The interview was on today because Mercer Island residents have just filed a new lawsuit attempting to prohibit the city from allowing the camp within its borders. From court documents quoted in the Olympian newspaper: "Neighbors will be forced to look at Honey Buckets, temporary shower facilities, tents and an array of equipment necessary to serve the camp," the lawsuit says. The Seattle Post-Intelligencer likewise reports that residents complain 'the homeless camp would endanger the "comfort, repose, health and safety" of nearby residents, in part because the camp would be a "visual blight" on neighboring homes.
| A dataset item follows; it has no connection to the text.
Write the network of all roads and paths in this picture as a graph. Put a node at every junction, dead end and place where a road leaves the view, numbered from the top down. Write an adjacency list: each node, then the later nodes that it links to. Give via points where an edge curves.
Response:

It also asserts that the city of Mercer Island issued a permit for Tent City in violation of city law.'
The 'health and safety' issues have indeed been addressed by the Mercer Island authorities - including law enforcement, which will have a regular presence at the encampment including 'routine walk-throughs' - and by all previous host jurisdictions of Tent City's various incarnations, and it is patent that neither is adversely affected by the temporary residence's presence. That, however, is a factual matter, and thus easily resolved. At least in theory.
'Comfort and repose,' however, are less amenable to objective measurement, and I believe the good citizens when they assert that they will be made uncomfortable by the presence of poor people visibly in their midst. I take them at their word that being 'forced to look at' so thin a veneer of civility, in the form of a portable toilet or camp shower, only feebly veiling the most basic and physical of human needs would perturb their repose.
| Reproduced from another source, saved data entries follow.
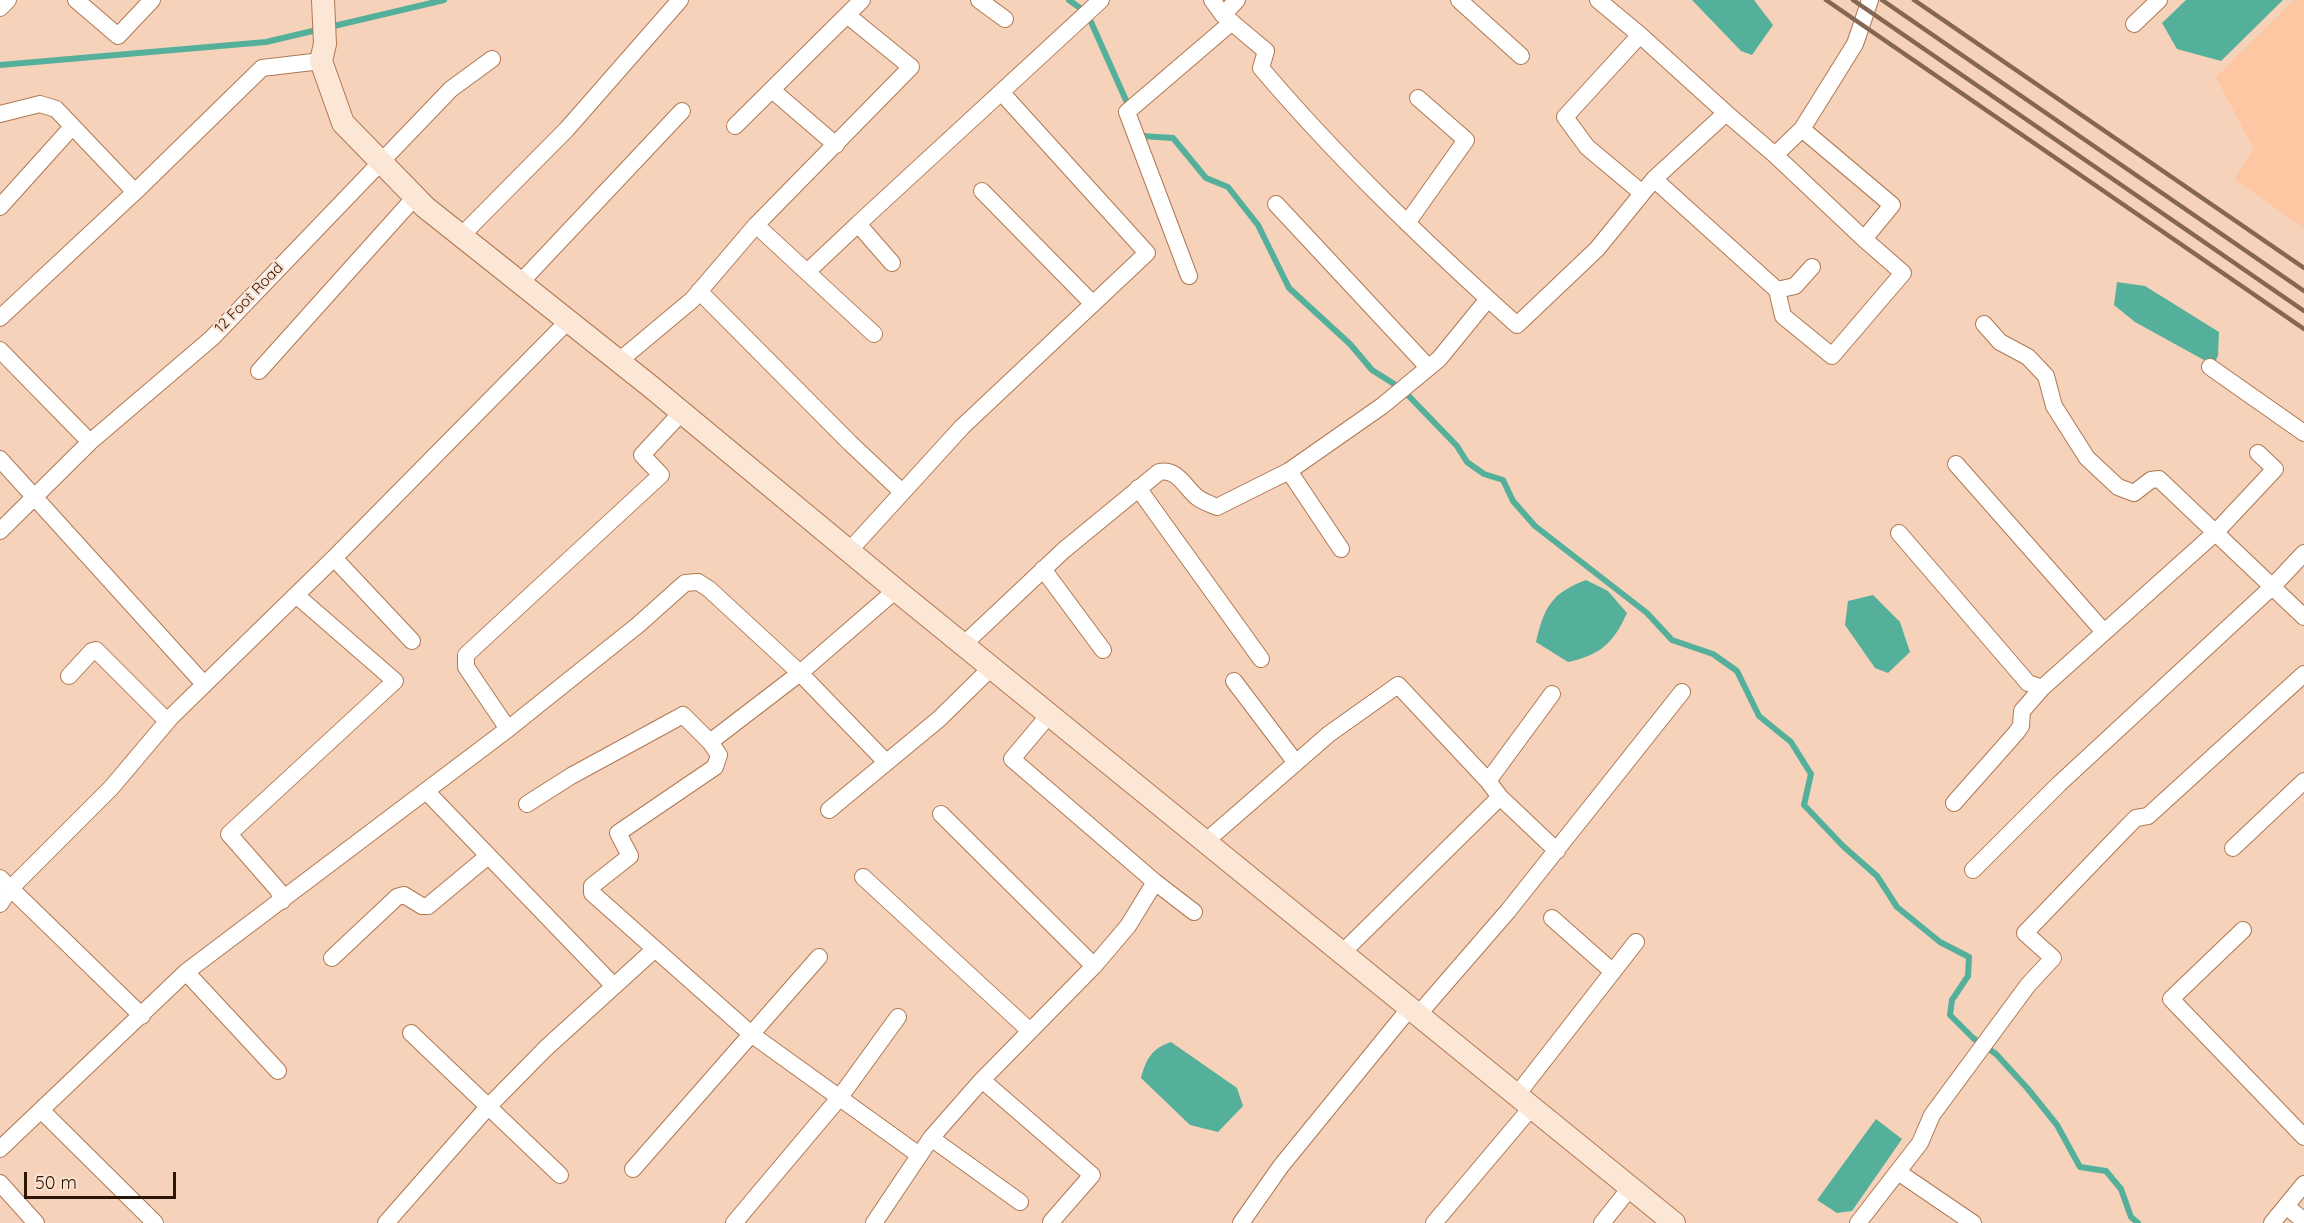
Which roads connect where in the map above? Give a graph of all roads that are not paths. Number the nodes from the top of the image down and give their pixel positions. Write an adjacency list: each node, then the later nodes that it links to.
1 (8, 0): 14 (street)
2 (76, 0): 3 (street)
3 (152, 0)
4 (680, 0): 45 (street)
5 (862, 0): 15 (street)
6 (979, 0): 16 (street)
7 (1101, 0): 24 (street)
8 (1212, 0): 17 (street)
9 (1237, 0): 17 (street)
10 (1459, 0): 21 (street)
11 (1598, 0): 20 (street)
12 (1870, 0): 31 (street)
13 (2159, 0): 18 (street)
14 (0, 8)
15 (847, 15): 23 (street); 32 (street)
16 (1005, 19)
17 (1228, 19): 42 (street); 50 (street)
18 (2134, 24)
19 (323, 32): 34 (street); 37 (street)
20 (1640, 35): 27 (street); 38 (street)
21 (1521, 56)
22 (492, 59): 34 (street, 12 Foot Road)
23 (772, 90): 29 (street); 32 (street)
24 (1002, 93): 43 (street); 55 (street)
25 (1419, 98): 42 (street)
26 (682, 111): 51 (street)
27 (1726, 113): 33 (street); 35 (street)
28 (0, 114): 30 (street)
29 (735, 126)
30 (72, 127): 37 (street); 41 (street)
31 (1802, 129): 33 (street); 46 (street)
32 (836, 145): 44 (street)
33 (1775, 155): 46 (street)
34 (379, 161): 39 (street); 67 (street, 12 Foot Road)
35 (1654, 179): 38 (street); 52 (street)
36 (982, 191): 55 (street)
37 (135, 192): 56 (street)
38 (1642, 193): 54 (street)
39 (415, 197): 45 (street); 64 (street)
40 (1276, 204): 62 (street)
41 (0, 207)
42 (1407, 223): 54 (street)
43 (858, 224): 47 (street); 49 (street)
44 (756, 225): 49 (street); 53 (street)
45 (461, 236): 51 (street)
46 (1864, 239): 52 (street)
47 (892, 263)
48 (1812, 267): 52 (street)
49 (807, 272): 59 (street)
50 (1189, 276)
51 (520, 283): 57 (street)
52 (1777, 290)
53 (699, 291): 61 (street); 73 (street)
54 (1488, 299): 62 (street)
55 (1093, 304): 73 (street)
56 (0, 318)
57 (568, 321): 61 (street); 81 (street)
58 (1984, 324): 77 (street)
59 (874, 334)
60 (0, 350): 67 (street)
61 (619, 362): 65 (street)
62 (1428, 367): 71 (street)
63 (2210, 368): 66 (street)
64 (259, 371)
65 (682, 412): 79 (street); 103 (street)
66 (2304, 433)
67 (90, 442): 74 (street, 12 Foot Road)
68 (2258, 453): 77 (street)
69 (0, 459): 74 (street)
70 (1956, 464): 87 (street)
71 (1289, 471): 72 (street); 78 (street)
72 (1138, 488): 82 (street); 91 (street)
73 (902, 492): 79 (street)
74 (35, 497): 75 (street, 12 Foot Road); 97 (street)
75 (0, 531)
76 (1899, 533): 98 (street)
77 (2215, 533): 83 (street); 87 (street)
78 (1341, 549)
79 (849, 551): 84 (street)
80 (2304, 553): 83 (street)
81 (334, 558): 85 (street); 88 (street)
82 (1043, 569): 89 (street); 90 (street)
83 (2272, 587): 86 (street); 119 (street)
84 (896, 590): 89 (street); 93 (street)
85 (296, 595): 97 (street); 123 (street)
86 (2304, 617)
87 (2104, 632): 98 (street)
88 (412, 641)
89 (963, 645): 92 (street)
90 (1103, 650)
91 (1261, 659)
92 (991, 668): 101 (street); 105 (street)
93 (800, 673): 103 (street); 104 (street); 105 (street)
94 (2304, 674): 154 (street)
95 (69, 676): 102 (street)
96 (1234, 681): 106 (street)
97 (204, 684): 102 (street)
98 (2042, 688): 111 (street)
99 (1682, 692): 117 (street)
100 (1552, 694): 107 (street)
101 (1049, 715): 115 (street); 121 (street)
102 (167, 721): 122 (street)
103 (508, 729): 109 (street)
104 (710, 742): 112 (street); 129 (street)
105 (885, 761): 113 (street)
106 (1296, 763): 107 (street); 115 (street)
107 (1488, 781): 110 (street)
108 (2304, 781): 116 (street)
109 (426, 791): 118 (street); 123 (street)
110 (1500, 797): 117 (street); 130 (street)
111 (1954, 803)
112 (527, 804)
113 (829, 810)
114 (941, 814): 133 (street)
115 (1205, 842): 130 (street)
116 (2233, 848)
117 (1557, 851): 137 (street)
118 (488, 856): 132 (street); 136 (street)
119 (1973, 870)
120 (863, 878): 140 (street)
121 (1155, 882): 125 (street); 133 (street)
122 (6, 883): 124 (street); 138 (street)
123 (282, 901): 134 (street)
124 (0, 904)
125 (1194, 912)
126 (1552, 918): 135 (street)
127 (2243, 930): 149 (street)
128 (1636, 942): 135 (street)
129 (655, 949): 136 (street); 142 (street)
130 (1341, 954): 137 (street)
131 (819, 957): 142 (street)
132 (332, 958)
133 (1094, 966): 140 (street)
134 (186, 972): 138 (street); 143 (street)
135 (1612, 972): 146 (street)
136 (614, 986): 147 (street)
137 (1413, 1013): 146 (street); 168 (street)
138 (142, 1016): 148 (street)
139 (898, 1017): 145 (street)
140 (1030, 1031): 144 (street)
141 (411, 1033): 147 (street)
142 (752, 1034): 145 (street); 153 (street)
143 (278, 1071)
144 (982, 1080): 150 (street); 162 (street)
145 (840, 1097): 152 (street); 166 (street)
146 (1523, 1102): 158 (street); 169 (street)
147 (487, 1108): 155 (street); 165 (street)
148 (41, 1110): 151 (street); 164 (street)
149 (2304, 1137)
150 (931, 1138): 152 (street); 159 (street)
151 (0, 1149)
152 (919, 1155): 167 (street)
153 (633, 1169)
154 (1898, 1172): 172 (street); 173 (street)
155 (560, 1175)
156 (0, 1183): 163 (street)
157 (2304, 1184): 160 (street)
158 (1630, 1188): 170 (street); 171 (street)
159 (1020, 1202)
160 (2286, 1206): 161 (street); 174 (street)
161 (2304, 1221)
162 (1051, 1222)
163 (36, 1223)
164 (155, 1223)
165 (386, 1223)
166 (734, 1223)
167 (874, 1223)
168 (1241, 1223)
169 (1434, 1223)
170 (1602, 1223)
171 (1674, 1223)
172 (1858, 1223)
173 (1973, 1223)
174 (2272, 1223)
But what else are we 'forced to look at' everyday? Thousands of things! Why should poverty be the one we refuse to admit into our line of sight?
Well, it's not. We see, if perhaps not look at, the poor every day. But unless you ride the bus or work at DSHS or the public defender's office or county hospital, the poorest of the poor are often conveniently arrayed in groups of one, thus obviating any need to register them consciously as part of a pattern. It's a lot like shoes: until you hang them over every door in the house by the 10s or 20s or 30s to prove a point to yourself, you don't really have to know you have 12 pairs of semi-identical square-toe black 2 1/2-inch-heel sling-backs.
And if you don't feel like proving a point to yourself, it might be hard to find a justification.
Unless the justification antecedes and supercedes the apparent matter-at-hand, such as mercy, or love, or compassion, might. And this is where I get cranky. I am not lying or exaggerating when I say the law-and-order issues are a straw man. All that stuff has been (tediously, thoroughly, exhaust/ingly/ively) covered in every 'concerned citizens' meeting ad nauseum since Tent City began. This is all about aesthetics, and not-in-my-backyard, and solecism, and apathy, and a terrible, horrible, blindingly unskillful misunderstanding of what Poverty in its deeper sense really looks like.
Poverty is saying 'I can't bear to be reminded of poor people having to shower, or poop.' Poverty is thinking 'My happiness is so brittle I can't risk it by looking on suffering.' Poverty is knowing that your late-summer luau-themed barbecue's ambiance would be utterly ruined by the sight of a homeless man shuffling back to camp eating a Slim Jim with two litres of Fanta (always cheaper than Coke!) tucked under his scabby arm.
Poverty is knowing the value of your house, but not the value of a man.
Again, I reiterate, every day we are forced to look at all manner of things. They may not register fully, as with one homeless person, or one stupid billboard, but in either case, the nature of vision being what it is, the majority of what gets processed by the optic nerves and the brain is information we haphazardly encounter, not stuff we asked for. I was 'forced' to look at three Hummers today. I think they are hideous, I think they offend terribly my refined aesthetic sensibilities: what redress do I have? The Mondrian Hotel in Los Angeles more than once involitionally entered my field of vision: I am certain I shall never recover fully. I have likewise, despite my best efforts to the contrary, ocularly encountered orange plastic shoes, orange plastic flowers, 'Country Geese' as a decor element, 'Tuscan' toilets and 'Tuscan' subdevelopments, Unitarian lady ministers in pseudobatik two-piece ensembles with 'chunky' earrings, reality TV, 1960s architecture, 'flip-flops,' and people wearing their inside clothes outside.
Not to mention the green dumpster against which I was raped, the Albanian laborers in Athens serving as human donkeys with three-foot-high stacks of bricks laden on their bent backs, irreparably abused pets queued up for euthanasia at the animal shelter, the shooting we drove past on our way to register me for sixth grade at my new school, the three men beating up one guy on the freeway exit as I attempted to make it to a Nick Cave show in LA, the clear pure blue East Coast morning of September 11th, the black and hideous aftermath, the lover's hands reaching out to circle my neck, not caress my cheek: none of these I asked to see. None of these shall I ever fully surmount. --And these guys are worrying about Porta-Potties???